農業法人が金銭の返還応じる 外国人暴行問題で団体交渉 “実質的経営者”は姿みせず 北海道京極町
(石田記者)「何か一言お願いします」
記者の問いかけに応じることなくビルの中に入ったのは、北海道京極町にある農業法人の男性らです。
9月9日、ミャンマー国籍の男女を保護した札幌地域労組がこの法人に謝罪や補償を求め、団体交渉を行いました。

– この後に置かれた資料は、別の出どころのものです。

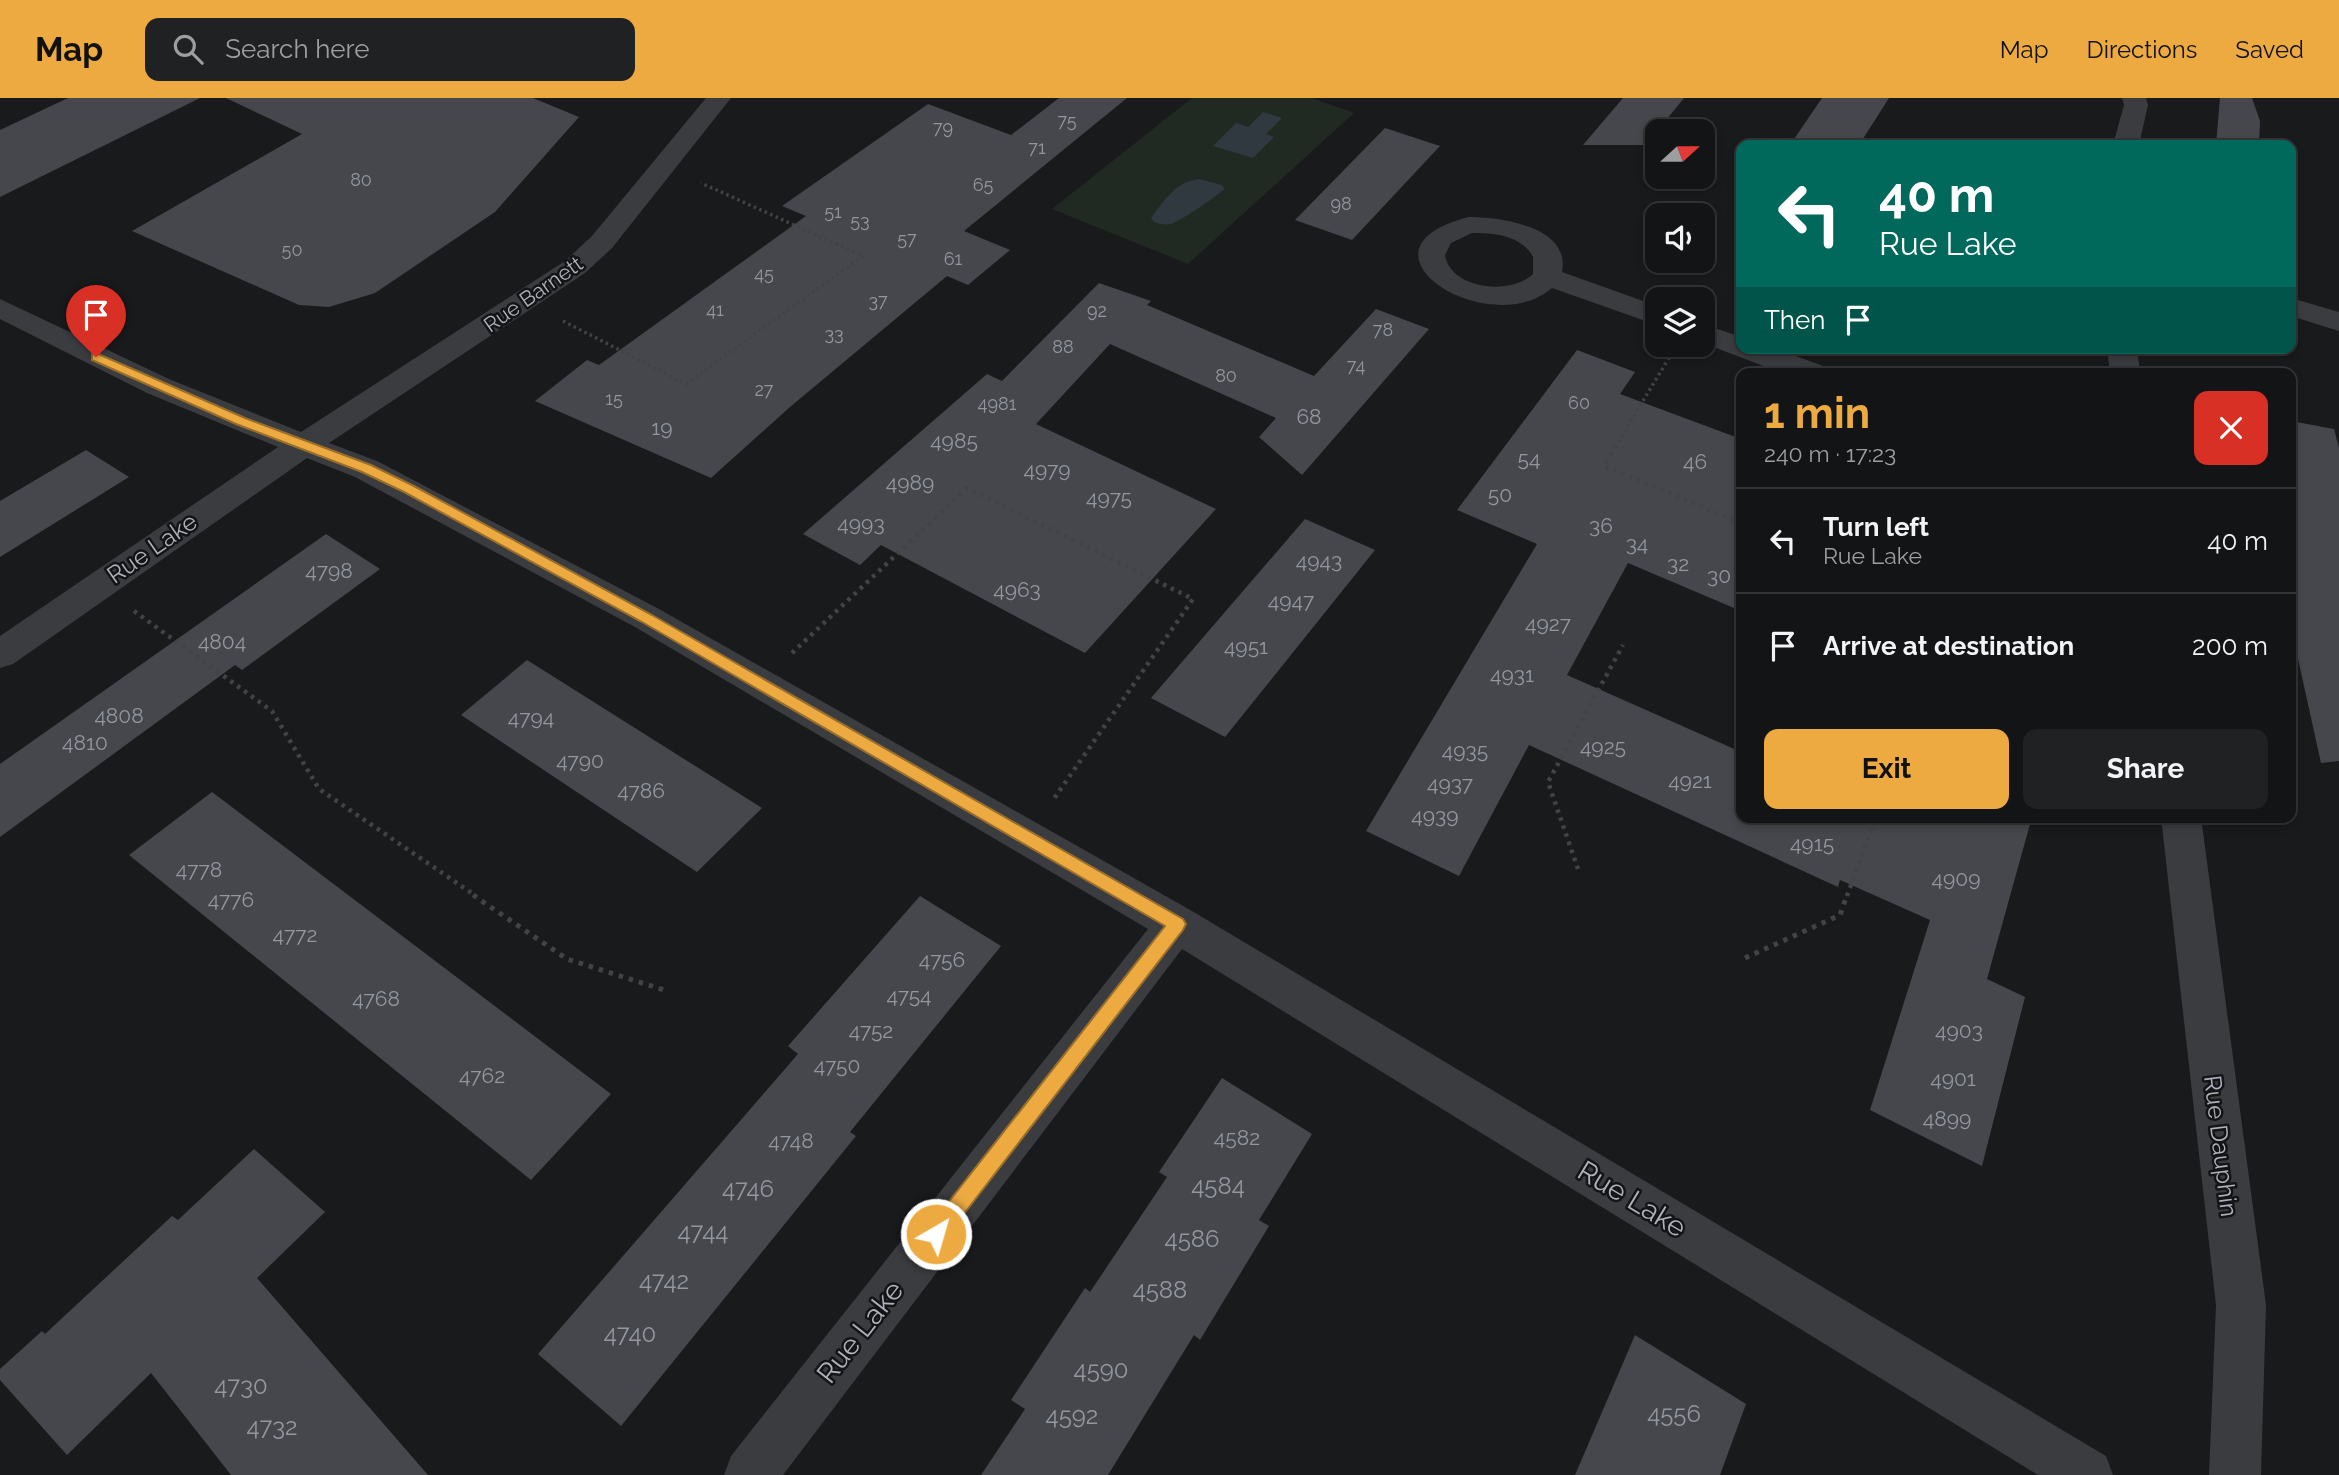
<!DOCTYPE html>
<meta charset="utf-8">
<style>
body{margin:0;font-family:Raleway,sans-serif;background:#202122;color:#f1f3f6;height:100vh;display:flex;flex-direction:column;font-size:26px;white-space:nowrap}
*{box-sizing:border-box;margin:0}
p{font-size:23px;color:#9d9ea0}
.icon{flex:none;width:38px;height:38px;fill:none;stroke:currentColor;stroke-width:2;stroke-linecap:round;stroke-linejoin:round}
.map{position:relative;flex:1;overflow:hidden}
.panel{position:absolute;left:1736px;top:270px;width:560px;height:455px;display:flex;flex-direction:column;background:#131415;border-radius:14px;box-shadow:0 4px 10px #0003,0 0 0 2px #323334}
.panel>*{flex:none}
.banner{position:absolute;left:1736px;top:42px;width:560px;height:214px;border-radius:14px;box-shadow:0 4px 10px #0003,0 0 0 2px #323334;background:#00695c;color:#fff;overflow:hidden}
.needle{width:46px;rotate:69deg}
.tools{position:absolute;left:1645px;top:21px;display:grid;gap:14px}
.tools a{display:grid;place-items:center;width:70px;height:70px;border-radius:14px;background:#131415;box-shadow:0 4px 10px #0003,0 0 0 2px #323334;font-size:35px}
.pin{position:absolute;display:grid;place-items:center;width:60px;height:60px;color:#fff;margin:-72px -30px;border-radius:50% 50% 50% 0;rotate:-45deg;box-shadow:0 0 7px #0007}
.pin .icon{rotate:45deg}
.me{position:absolute;width:77px;margin:-38px;rotate:38deg;stroke-linejoin:round;filter:drop-shadow(0 0 5px #0008)}
.turn{display:flex;align-items:center;gap:24px;height:147px;padding:0 28px;font-size:32px}
.turn .icon{width:91px;height:91px;stroke-width:2.5}
.turn b{display:block;font-size:49px;line-height:60px}
.then{display:flex;align-items:center;height:66px;padding:0 28px;background:#0003;gap:14px;font-size:26px}
.round{display:grid;place-items:center;flex:none;width:74px;height:74px;border-radius:14px;background:#202122}
.head{display:flex;align-items:center;justify-content:space-between;height:119px;padding:0 28px}
h1{font-size:42px;font-weight:700;line-height:52px;color:#ecaa41}
.primary-button{display:flex;gap:14px;margin-top:auto;padding:14px 28px}
.primary-button a{flex:1;height:80px;border-radius:14px;background:#ecaa41;color:#111;font-size:28px;font-weight:700;line-height:80px;text-align:center}
.primary-button a+a{background:#202122;color:#f1f3f6}
ul{padding:0;list-style:none}
li{display:flex;align-items:center;gap:21px;height:105px;padding:0 28px;border-top:2px solid #323334}
li div{flex:1}
li b{display:block;font-size:26px}
li em{font-style:normal}
header{display:flex;align-items:center;gap:42px;box-sizing:border-box;height:98px;padding:0 35px;background:#ecaa41;color:#111}
header strong{font-size:33px}
nav{display:flex;gap:38px;margin-inline-start:auto;font-size:24px}
.search{width:490px;height:63px;background:#202122;display:flex;align-items:center;gap:18px;box-sizing:border-box;padding:0 24px;border-radius:14px;color:#9d9ea0;font-size:26px}
.map>svg:first-child{display:block}
</style>
<header>
<strong>Map</strong>
<div class="search"><svg class="icon" aria-label="search" viewBox="0 0 24 24"><circle cx="10" cy="10" r="6"/><path d="M15 15l6 6"/></svg>Search here</div>
<nav><a>Map</a><a>Directions</a><a>Saved</a></nav>
</header>
<div class="map">
<svg width="2339" height="1377" viewBox="0 0 2339 1377">
<rect width="100%" height="100%" fill="#191a1c"/>
<path fill="#212a22" d="M1192,0H1312L1354,15L1188,166L1052,111Z"/>
<path fill="#30393f" d="M1263,14L1282,20L1266,36L1274,39L1253,60L1213,48L1236,25L1248,29Z
M1199,81L1222,87L1224,91C1218,98 1180,123 1171,126C1164,127 1160,126 1154,124L1151,120C1165,102 1175,84 1199,81Z"/>
<path fill="#46474c" d="M68,0H200L0,99V32Z
M226,0H533L579,19L495,114L375,195L329,209L299,207L132,133L302,36Z
M1059,0H1127L964,133L1010,152L968,187L947,178L790,309L711,380L535,303L587,262L599,267L806,118L782,108L928,6L1011,37Z
M1623,0H1684L1646,47H1583Z
M1822,0H1889L1859,47H1790Z
M2220,0H2252L2260,23L2259,47H2216Z
M1385,30L1440,48L1352,142L1295,122Z
M1099,185L1151,203L1147,207L1314,278L1376,211L1429,231L1302,377L1259,339L1276,320L1110,246L1036,326L1216,411L1085,555L881,447L860,467L803,436L987,276L1002,283Z
M1577,252L1635,274L1620,296L1741,341V513L1628,465L1567,577L1741,654V719H2032L1987,881L2025,899L1982,1068L1870,1012L1930,822L1840,782L1838,789L1529,647L1459,778L1366,733L1537,446L1457,412Z
M2291,323L2334,331L2339,350V663L2321,665L2291,529Z
M86,352L129,379L0,459V403Z
M1305,421L1375,452L1225,639L1151,600Z
M326,436L380,471L242,572L235,567L0,739V666Z
M527,562L762,710L697,774L461,617Z
M212,694L611,996L531,1082L129,757Z
M920,798L1001,848L850,1034L856,1038L621,1328L538,1256L798,956L788,948Z
M1222,980L1312,1036L1259,1122L1269,1128L1200,1242L1194,1237L1108,1377H981L1025,1311L1011,1302L1085,1190L1090,1194L1167,1079L1159,1074Z
M254,1051L325,1114L257,1180L428,1377H231L151,1275L67,1357L0,1282V1271L42,1233L45,1236L172,1118L178,1122Z
M1635,1237L1746,1306L1720,1377H1575Z"/>
<g fill="none" stroke-linecap="round" stroke-linejoin="round">
<path stroke="#414347" stroke-width="3.5" stroke-dasharray="2.5 3.5" stroke-linecap="butt" d="M1878,47L1880,43L1893,47
M563,223L686,286L863,158L701,85
M1615,349L1675,250"/>
<path stroke="#414347" stroke-width="4.5" stroke-dasharray="3.5 5" stroke-linecap="butt" d="M1616,347L1604,368L1741,425
M134,513L272,613L319,691L476,798
M792,555L967,390L1193,501L1053,702
M1578,771L1548,684L1623,547
M1847,798L1876,719"/>
<path stroke="#414347" stroke-width="5" stroke-dasharray="4.5 6" stroke-linecap="butt" d="M473,797L567,861L664,892
M1745,860L1840,817L1847,797"/>
<path fill="#3b3c40" fill-rule="evenodd" d="M706,0H731L612,150L585,175L329,345L377,363L659,511L1192,813L2106,1358L2113,1377H2038L1182,851L783,1377H724L731,1358L1148,831L635,529L355,379L307,360L13,566L0,570V538L278,349L147,295L0,221V201L169,281L301,334L565,163L592,138Z
M2122,0H2146L2148,7L2139,47H2113L2124,7Z
M1469,119C1499,119 1571,128 1562,174L1657,208V227L1552,190C1488,245 1341,151 1469,119ZM1472,135C1495,135 1521,137 1533,159V176C1511,198 1450,191 1445,157L1451,145Z
M2291,200L2339,214V233L2291,218Z
M1703,226L1741,239V250H1774L1823,268L1827,275H1782L1703,245Z
M2107,250H2137L2140,275H2110Z
M2161,719H2201L2266,1207L2261,1377H2209L2216,1207Z"/>
</g>
<path fill="#ecaa41" stroke="#996e2a" stroke-width="2" d="M96,255L245,320L371,367L414,388L652,517L1183,821L1186,826L1183,832L943,1143L936,1146L929,1143L926,1136L929,1129L1165,828L642,524L404,394L362,374L236,326L92,262V256Z"/>
<g text-anchor="middle" dominant-baseline="central" stroke-width="5" stroke-linejoin="round" paint-order="stroke">
<g font-size="18" fill="#92969f">
<text x="1067" y="22">75</text>
<text x="943" y="29">79</text>
<text x="1037" y="49">71</text>
<text x="361" y="81">80</text>
<text x="983" y="86">65</text>
<text x="1341" y="105">98</text>
<text x="833" y="113">51</text>
<text x="860" y="122">53</text>
<text x="907" y="140">57</text>
<text x="292" y="151">50</text>
<text x="953" y="160">61</text>
<text x="764" y="175">45</text>
<text x="878" y="202">37</text>
<text x="715" y="211">41</text>
<text x="1097" y="212">92</text>
<text x="1383" y="231">78</text>
<text x="834" y="235">33</text>
<text x="1063" y="248">88</text>
<text x="1356" y="267">74</text>
<text x="1226" y="277">80</text>
<text x="764" y="291">27</text>
<text x="614" y="300">15</text>
<text x="1579" y="304">60</text>
<text x="997" y="305">4981</text>
</g>
<g font-size="21" fill="#acb1bb" stroke="#141417">
<text transform="translate(533 196) rotate(-35)">Rue Barnett</text>
</g>
<g font-size="21" fill="#92969f">
<text x="1309" y="318">68</text>
<text x="662" y="329">19</text>
<text x="954" y="342">4985</text>
<text x="1529" y="360">54</text>
<text x="1695" y="363">46</text>
<text x="1047" y="371">4979</text>
<text x="910" y="384">4989</text>
<text x="1500" y="396">50</text>
<text x="1109" y="399">4975</text>
<text x="861" y="425">4993</text>
<text x="1601" y="427">36</text>
<text x="1637" y="445">34</text>
<text x="1319" y="462">4943</text>
<text x="1678" y="465">32</text>
<text x="329" y="472">4798</text>
<text x="1719" y="477">30</text>
<text x="1017" y="491">4963</text>
<text x="1291" y="502">4947</text>
<text x="1548" y="525">4927</text>
<text x="222" y="543">4804</text>
<text x="1246" y="548">4951</text>
<text x="1512" y="576">4931</text>
<text x="119" y="617">4808</text>
<text x="531" y="619">4794</text>
<text x="85" y="644">4810</text>
<text x="1603" y="648">4925</text>
<text x="1465" y="652">4935</text>
<text x="580" y="662">4790</text>
<text x="1690" y="682">4921</text>
<text x="1450" y="685">4937</text>
<text x="641" y="692">4786</text>
<text x="1435" y="717">4939</text>
<text x="1812" y="745">4915</text>
<text x="199" y="771">4778</text>
<text x="1956" y="780">4909</text>
<text x="231" y="801">4776</text>
<text x="295" y="836">4772</text>
<text x="942" y="861">4756</text>
<text x="909" y="897">4754</text>
<text x="376" y="900">4768</text>
<text x="871" y="932">4752</text>
<text x="1959" y="932">4903</text>
<text x="837" y="967">4750</text>
<text x="482" y="977">4762</text>
<text x="1953" y="980">4901</text>
<text x="1947" y="1020">4899</text>
<text x="1237" y="1039">4582</text>
<text x="791" y="1042">4748</text>
</g>
<g font-size="24" fill="#acb1bb" stroke="#141417">
<text transform="translate(152 450) rotate(-35)">Rue Lake</text>
<text transform="translate(2221 1048) rotate(83)">Rue Dauphin</text>
</g>
<g font-size="24" fill="#92969f">
<text x="1218" y="1087">4584</text>
<text x="748" y="1090">4746</text>
<text x="703" y="1133">4744</text>
<text x="1192" y="1140">4586</text>
<text x="664" y="1182">4742</text>
<text x="1160" y="1191">4588</text>
<text x="630" y="1235">4740</text>
<text x="1101" y="1271">4590</text>
<text x="241" y="1287">4730</text>
<text x="1674" y="1315">4556</text>
<text x="1072" y="1317">4592</text>
<text x="272" y="1328">4732</text>
</g>
<g font-size="28" fill="#acb1bb" stroke="#141417">
<text transform="translate(1632 1101) rotate(31)">Rue Lake</text>
<text transform="translate(860 1234) rotate(-52)">Rue Lake</text>
</g>
</g>
</svg>
<div class="tools">
<a><svg class="needle" viewBox="-14 -14 28 28"><path d="M0-13l5 13h-10z" fill="#e53935"/><path d="M0 13l5-13h-10z" fill="#9d9ea0"/></svg></a>
<a><svg class="icon" aria-label="sound" viewBox="0 0 24 24"><path d="M4 9h4l5-4v14l-5-4H4zM17 9q2 3 0 6"/></svg></a>
<a><svg class="icon" aria-label="layers" viewBox="0 0 24 24"><path d="M12 4l9 5-9 5-9-5zM3 14l9 5 9-5"/></svg></a>
</div>
<div class="pin" style="left:96px;top:259px;background:#d93025"><svg class="icon" aria-label="arrive" viewBox="0 0 24 24"><path d="M6 21V4h12l-3 4 3 4H6"/></svg></div>
<svg class="me" style="left:936px;top:1136px" viewBox="-20 -20 40 40"><circle r="17" fill="#ecaa41" stroke="#fff" stroke-width="3"/><path d="M0-11L8 9 0 5-8 9z" fill="#fff"/></svg>
<div class="banner">
<div class="turn"><svg class="icon" aria-label="left" viewBox="0 0 24 24"><path d="M17 20v-9H6M10 6l-5 5 5 5"/></svg><div><b>40 m</b>Rue Lake</div></div>
<div class="then">Then<svg class="icon" aria-label="arrive" viewBox="0 0 24 24"><path d="M6 21V4h12l-3 4 3 4H6"/></svg></div>
</div>
<section class="panel">
<div class="head"><div><h1>1 min</h1><p>240 m · 17:23</p></div><a class="round" style="background:#d93025;color:#fff"><svg class="icon" aria-label="close" viewBox="0 0 24 24"><path d="M6 6l12 12M18 6L6 18"/></svg></a></div>
<ul>
<li><svg class="icon" aria-label="left" viewBox="0 0 24 24"><path d="M17 20v-9H6M10 6l-5 5 5 5"/></svg><div><b>Turn left</b><p>Rue Lake</p></div><em>40 m</em></li>
<li><svg class="icon" aria-label="arrive" viewBox="0 0 24 24"><path d="M6 21V4h12l-3 4 3 4H6"/></svg><div><b>Arrive at destination</b></div><em>200 m</em></li>
</ul>
<div class="primary-button"><a>Exit</a><a>Share</a></div>
</section>
</div>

問題となっていた、農業法人の実質的な経営者らによる数々の暴力行為。
(動画)「わからんか、この野郎。来いって。だから。教えてやるから」
(札幌地域労組 鈴木一顧問)「私が言ったのは、とても反省している態度には見えませんねと。ずっと肘ついて態度が悪い」
法人側は今回議題にあがった一部の暴力行為について認めなかったということです。
団体交渉を前に8日、ミャンマー国籍の男性2人がSTVの取材に応じました。
(被害にあったミャンマー国籍の男性)「日本に来たのは社長の仕事を支えるため、あとは私たちの夢のために来た。日本はルールも守る国、親切な人もいるし、きれいな国と、みんなが守られる国と思っていた」
180度変わった日本の印象…
男性が見せてくれたのは、金属製の棒で暴力を受けたときの写真です。
(被害にあったミャンマー国籍の男性)「けがはとても痛い。次の日仕事ができない状態だったけど、私は仕事をしました。私たちの気持ちは労働者の気持ちじゃなくて奴隷の気持ちになった。刑務所みたい」
暴力や暴言を吐いていたとされているのが、農業法人の実質的な経営者。
現職の「京極町議会議員」です。
(町議を知る人)「なにかイラっとすることがあったら口悪くかかってくる。(暴行を知って)不思議じゃないと思ったね」
先週の議会を「一身上の都合」として欠席した町議の男性。
(町議を知る人)「信頼がない。農業をやるのに農業機械は絶対に必要だが、どこも相手にしてくれない。俺はああいう人には(議員を)やってほしくない」
9日の団体交渉にも町議の姿はありませんでした。
(石田記者)「法人内で暴行はあったんでしょうか?何か一言ください。ミャンマー人に対してどういう思いですか?」
交渉には町議の息子などが参加しました。
札幌地域労組が、未払いとなっている賃金の支払いや、不当に脅し取った金銭の返還を求めた結果、農業法人側はその一部の返還に応じたということです。
(札幌地域労組 鈴木一顧問)「初回としては予想通り。全面否定はさすがにもうできない。きょうの場面では具体的な暴行やセクハラについて議題に出ませんでしたが、次回は補償をどうするかという話に入っていく」
次回の団体交渉は18日に行われる予定で、農業法人側がミャンマー国籍の男女に加えたとされる暴行などについて事実確認をするということです。